=== Records for this exercise ===

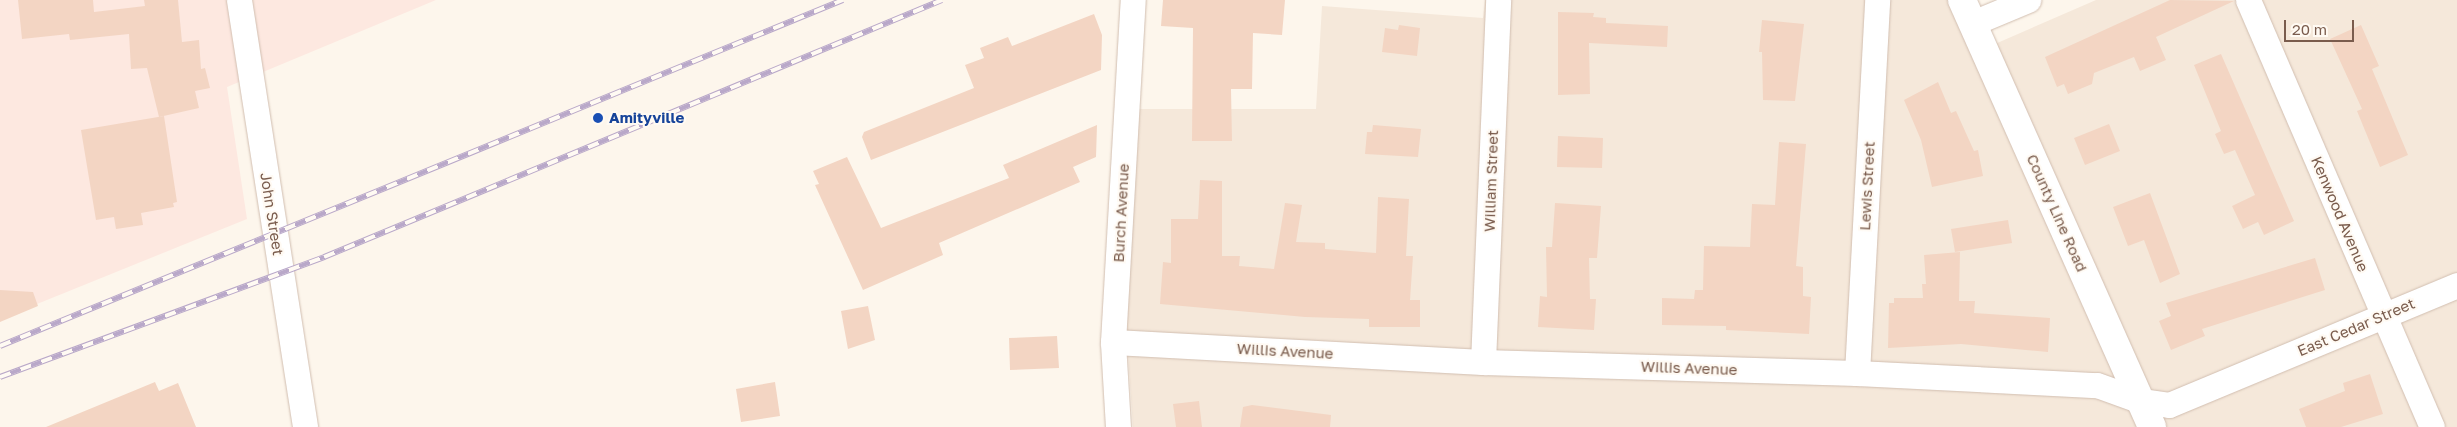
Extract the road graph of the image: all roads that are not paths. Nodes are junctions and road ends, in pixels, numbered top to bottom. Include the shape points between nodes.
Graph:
1 (240, 0) edge
2 (1133, 0) edge
3 (1498, 0) edge
4 (1877, 0) edge
5 (2028, 0) edge
6 (2248, 0) edge
7 (1968, 11) edge
8 (2457, 285) edge
9 (2384, 315) junction
10 (1113, 342) junction
11 (1483, 362) junction
12 (2255, 369) joint
13 (1857, 373) junction
14 (2141, 401) junction
15 (305, 427) edge
16 (1118, 427) edge
17 (2152, 427) edge
18 (2432, 427) edge

1 - 15 street, John Street
2 - 10 street, Burch Avenue
3 - 11 street, William Street
4 - 13 street, Lewis Street
5 - 7 street
6 - 9 street, Kenwood Avenue
7 - 14 main road, County Line Road
8 - 9 street, East Cedar Street
9 - 12 street, East Cedar Street
9 - 18 street, Kenwood Avenue
10 - 11 street, Willis Avenue
10 - 16 street, Burch Avenue
11 - 13 street, Willis Avenue
12 - 14 street, Willis Avenue via 2169,405
13 - 14 street, Willis Avenue via 2097,385
14 - 17 main road, County Line Road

===

The problem -
Without any pictures, return the entries exactly as given.

Task answer -
Extract the road graph of the image: all roads that are not paths. Nodes are junctions and road ends, in pixels, numbered top to bottom. Include the shape points between nodes.
Graph:
1 (240, 0) edge
2 (1133, 0) edge
3 (1498, 0) edge
4 (1877, 0) edge
5 (2028, 0) edge
6 (2248, 0) edge
7 (1968, 11) edge
8 (2457, 285) edge
9 (2384, 315) junction
10 (1113, 342) junction
11 (1483, 362) junction
12 (2255, 369) joint
13 (1857, 373) junction
14 (2141, 401) junction
15 (305, 427) edge
16 (1118, 427) edge
17 (2152, 427) edge
18 (2432, 427) edge

1 - 15 street, John Street
2 - 10 street, Burch Avenue
3 - 11 street, William Street
4 - 13 street, Lewis Street
5 - 7 street
6 - 9 street, Kenwood Avenue
7 - 14 main road, County Line Road
8 - 9 street, East Cedar Street
9 - 12 street, East Cedar Street
9 - 18 street, Kenwood Avenue
10 - 11 street, Willis Avenue
10 - 16 street, Burch Avenue
11 - 13 street, Willis Avenue
12 - 14 street, Willis Avenue via 2169,405
13 - 14 street, Willis Avenue via 2097,385
14 - 17 main road, County Line Road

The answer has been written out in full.